Whale Watch or Shark Baiting

(thenotsomorningshow.com)- As the whales have been migrating along the southern California coastline, photos have been popping up on the internet of whale sightings taken from boats around the Dana Point Harbor and in the Cove at Laguna Beach, California.

Troy Liposec grew up in San Clemente and has spent much of his life in the Pacific Ocean as an avid surfer. This past winter Troy decided to take on the hobby of whale watching, which for most, if not all of us, would require a boat charter.

Not Troy. He has videoed several of the same photographed sightings, taken quite a bit closer than what the captains of the boats are willing to attempt. Of course boat captains have a boat, crew and paying customers safety to be concerned with.

Troy regularly takes his stand up paddle board out between  2-4 miles, though some days he doesn’t need to go out nearly that distance, looking for and finding whales and other sea life.
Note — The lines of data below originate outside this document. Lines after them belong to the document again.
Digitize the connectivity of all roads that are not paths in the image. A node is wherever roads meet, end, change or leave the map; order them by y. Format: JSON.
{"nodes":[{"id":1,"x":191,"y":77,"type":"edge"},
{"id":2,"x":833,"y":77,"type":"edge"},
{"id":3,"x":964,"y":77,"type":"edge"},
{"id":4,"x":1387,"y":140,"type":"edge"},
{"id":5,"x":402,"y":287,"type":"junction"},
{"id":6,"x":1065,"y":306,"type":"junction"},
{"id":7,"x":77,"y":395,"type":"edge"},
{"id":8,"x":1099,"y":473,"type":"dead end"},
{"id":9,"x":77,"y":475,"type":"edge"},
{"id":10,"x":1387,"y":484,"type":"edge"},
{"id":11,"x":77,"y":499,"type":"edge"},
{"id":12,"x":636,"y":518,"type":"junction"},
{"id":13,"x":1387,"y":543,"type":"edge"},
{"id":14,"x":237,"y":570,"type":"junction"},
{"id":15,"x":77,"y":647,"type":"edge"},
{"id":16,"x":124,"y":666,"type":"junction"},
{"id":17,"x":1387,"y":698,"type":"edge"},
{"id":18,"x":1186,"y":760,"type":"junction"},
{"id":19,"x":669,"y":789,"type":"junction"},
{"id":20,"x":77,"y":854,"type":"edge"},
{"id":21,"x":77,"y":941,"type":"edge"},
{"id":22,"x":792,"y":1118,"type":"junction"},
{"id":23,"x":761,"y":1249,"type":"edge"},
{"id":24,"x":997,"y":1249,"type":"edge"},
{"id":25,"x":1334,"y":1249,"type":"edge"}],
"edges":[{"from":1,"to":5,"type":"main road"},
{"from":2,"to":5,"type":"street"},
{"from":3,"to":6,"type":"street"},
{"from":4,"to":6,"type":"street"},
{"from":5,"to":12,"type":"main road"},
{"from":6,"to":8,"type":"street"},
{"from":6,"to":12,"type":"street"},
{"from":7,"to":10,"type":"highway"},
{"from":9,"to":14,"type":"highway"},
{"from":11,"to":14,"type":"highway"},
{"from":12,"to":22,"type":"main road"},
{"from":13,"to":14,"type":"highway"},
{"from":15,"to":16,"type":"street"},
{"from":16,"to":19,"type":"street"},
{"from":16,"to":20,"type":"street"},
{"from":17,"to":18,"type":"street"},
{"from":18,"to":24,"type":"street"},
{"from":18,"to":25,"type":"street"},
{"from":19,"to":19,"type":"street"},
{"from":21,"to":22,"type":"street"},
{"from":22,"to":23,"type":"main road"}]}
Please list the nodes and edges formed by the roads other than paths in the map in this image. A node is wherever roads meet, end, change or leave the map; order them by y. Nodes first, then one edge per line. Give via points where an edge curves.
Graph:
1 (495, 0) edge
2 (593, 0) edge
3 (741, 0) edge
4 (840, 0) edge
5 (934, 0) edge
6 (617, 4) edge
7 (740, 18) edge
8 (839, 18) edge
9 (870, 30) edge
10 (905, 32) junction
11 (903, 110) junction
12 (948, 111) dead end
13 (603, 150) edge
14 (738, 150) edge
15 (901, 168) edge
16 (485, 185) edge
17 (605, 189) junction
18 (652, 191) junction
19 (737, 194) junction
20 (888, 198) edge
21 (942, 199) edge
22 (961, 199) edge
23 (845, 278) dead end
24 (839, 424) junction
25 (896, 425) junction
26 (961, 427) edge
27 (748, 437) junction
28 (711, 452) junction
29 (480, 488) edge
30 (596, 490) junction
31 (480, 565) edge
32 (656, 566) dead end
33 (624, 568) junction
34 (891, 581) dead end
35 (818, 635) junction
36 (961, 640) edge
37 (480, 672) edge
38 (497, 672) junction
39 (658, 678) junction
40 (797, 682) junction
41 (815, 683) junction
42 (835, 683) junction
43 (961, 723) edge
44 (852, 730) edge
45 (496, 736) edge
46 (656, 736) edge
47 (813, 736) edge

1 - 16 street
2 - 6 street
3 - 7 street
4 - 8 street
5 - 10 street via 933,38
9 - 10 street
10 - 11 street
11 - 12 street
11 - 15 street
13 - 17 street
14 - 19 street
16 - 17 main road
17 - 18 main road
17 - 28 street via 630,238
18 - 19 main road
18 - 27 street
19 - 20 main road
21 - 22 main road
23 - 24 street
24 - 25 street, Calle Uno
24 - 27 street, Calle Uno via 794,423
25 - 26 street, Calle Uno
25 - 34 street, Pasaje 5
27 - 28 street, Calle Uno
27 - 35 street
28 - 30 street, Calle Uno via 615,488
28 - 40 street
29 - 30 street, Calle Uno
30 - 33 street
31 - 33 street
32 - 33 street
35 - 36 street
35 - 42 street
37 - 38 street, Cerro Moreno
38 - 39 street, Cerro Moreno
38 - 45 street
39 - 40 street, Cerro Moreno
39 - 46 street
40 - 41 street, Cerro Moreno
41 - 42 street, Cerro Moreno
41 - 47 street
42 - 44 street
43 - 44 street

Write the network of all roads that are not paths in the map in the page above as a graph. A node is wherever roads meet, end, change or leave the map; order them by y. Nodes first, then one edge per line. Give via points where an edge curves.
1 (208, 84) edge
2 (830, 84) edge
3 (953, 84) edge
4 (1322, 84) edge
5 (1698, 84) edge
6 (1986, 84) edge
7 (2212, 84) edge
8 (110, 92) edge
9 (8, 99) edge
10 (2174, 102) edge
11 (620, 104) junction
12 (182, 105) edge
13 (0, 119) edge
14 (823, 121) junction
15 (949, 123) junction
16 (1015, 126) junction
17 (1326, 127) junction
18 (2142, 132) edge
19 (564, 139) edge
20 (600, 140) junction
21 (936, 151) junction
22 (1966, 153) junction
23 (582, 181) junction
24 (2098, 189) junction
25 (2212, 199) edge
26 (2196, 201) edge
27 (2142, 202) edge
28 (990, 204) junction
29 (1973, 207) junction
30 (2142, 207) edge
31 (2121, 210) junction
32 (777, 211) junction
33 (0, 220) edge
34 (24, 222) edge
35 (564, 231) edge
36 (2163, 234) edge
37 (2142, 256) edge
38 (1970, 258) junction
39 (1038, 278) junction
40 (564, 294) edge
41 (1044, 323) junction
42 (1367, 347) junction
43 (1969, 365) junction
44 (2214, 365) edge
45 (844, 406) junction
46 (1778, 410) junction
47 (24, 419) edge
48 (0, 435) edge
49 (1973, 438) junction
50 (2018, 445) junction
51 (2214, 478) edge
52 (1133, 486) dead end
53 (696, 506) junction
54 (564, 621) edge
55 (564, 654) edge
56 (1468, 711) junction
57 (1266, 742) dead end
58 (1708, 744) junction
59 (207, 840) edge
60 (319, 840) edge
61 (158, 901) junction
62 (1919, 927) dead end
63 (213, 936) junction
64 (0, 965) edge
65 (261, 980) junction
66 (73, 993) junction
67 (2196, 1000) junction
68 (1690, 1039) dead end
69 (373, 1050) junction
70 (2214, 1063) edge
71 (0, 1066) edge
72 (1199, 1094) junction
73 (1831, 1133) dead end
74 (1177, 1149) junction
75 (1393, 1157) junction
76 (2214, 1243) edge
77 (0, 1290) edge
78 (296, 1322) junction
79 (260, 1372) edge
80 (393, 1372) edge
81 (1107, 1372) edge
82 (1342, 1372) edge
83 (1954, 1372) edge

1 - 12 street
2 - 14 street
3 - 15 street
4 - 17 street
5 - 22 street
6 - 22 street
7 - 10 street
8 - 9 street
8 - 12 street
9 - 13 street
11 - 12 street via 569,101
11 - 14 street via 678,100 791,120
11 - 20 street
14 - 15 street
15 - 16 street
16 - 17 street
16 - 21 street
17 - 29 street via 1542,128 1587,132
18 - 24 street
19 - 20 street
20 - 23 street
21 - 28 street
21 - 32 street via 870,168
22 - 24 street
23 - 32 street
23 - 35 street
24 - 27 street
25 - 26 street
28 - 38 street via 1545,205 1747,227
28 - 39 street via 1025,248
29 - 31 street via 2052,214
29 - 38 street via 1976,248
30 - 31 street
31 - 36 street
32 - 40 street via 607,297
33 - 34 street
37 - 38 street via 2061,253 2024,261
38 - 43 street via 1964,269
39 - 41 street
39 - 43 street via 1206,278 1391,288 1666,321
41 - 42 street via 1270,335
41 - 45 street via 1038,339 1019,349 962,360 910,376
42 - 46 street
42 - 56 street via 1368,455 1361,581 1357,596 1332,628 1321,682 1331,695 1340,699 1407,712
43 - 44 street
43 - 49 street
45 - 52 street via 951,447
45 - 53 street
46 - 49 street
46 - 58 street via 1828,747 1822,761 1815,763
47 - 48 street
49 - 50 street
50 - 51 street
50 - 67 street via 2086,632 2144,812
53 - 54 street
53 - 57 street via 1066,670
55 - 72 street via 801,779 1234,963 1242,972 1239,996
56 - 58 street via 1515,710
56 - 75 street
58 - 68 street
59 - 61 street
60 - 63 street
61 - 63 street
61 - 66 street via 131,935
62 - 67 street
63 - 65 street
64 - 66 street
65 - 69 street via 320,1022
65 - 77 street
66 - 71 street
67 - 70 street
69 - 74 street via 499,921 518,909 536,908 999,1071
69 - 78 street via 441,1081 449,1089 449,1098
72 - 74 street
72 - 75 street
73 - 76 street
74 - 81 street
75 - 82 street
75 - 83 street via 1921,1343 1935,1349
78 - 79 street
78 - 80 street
His idea is to use his GoPro camera to find and video blue whales, the largest animal in recorded earth history. In doing so he has some unique footage, what could beat the feeling of being alone on the sea and running into a 10,000 pound grey whale, or two.

Listen to the comments of this boat captain who was on a whale watching charter three miles off the coast witnessing Troy being approached by two grey whales.

Perhaps this is not too complimentary, here is the view Troy had of a similar event.

I have been calling Troy “Sharkbait”, he in turn has invited me to paddle out with him. I can’t help but be reminded of the old joke punchline, paraphrased…
“I don’t have to out paddle the shark, I just have to out paddle you!”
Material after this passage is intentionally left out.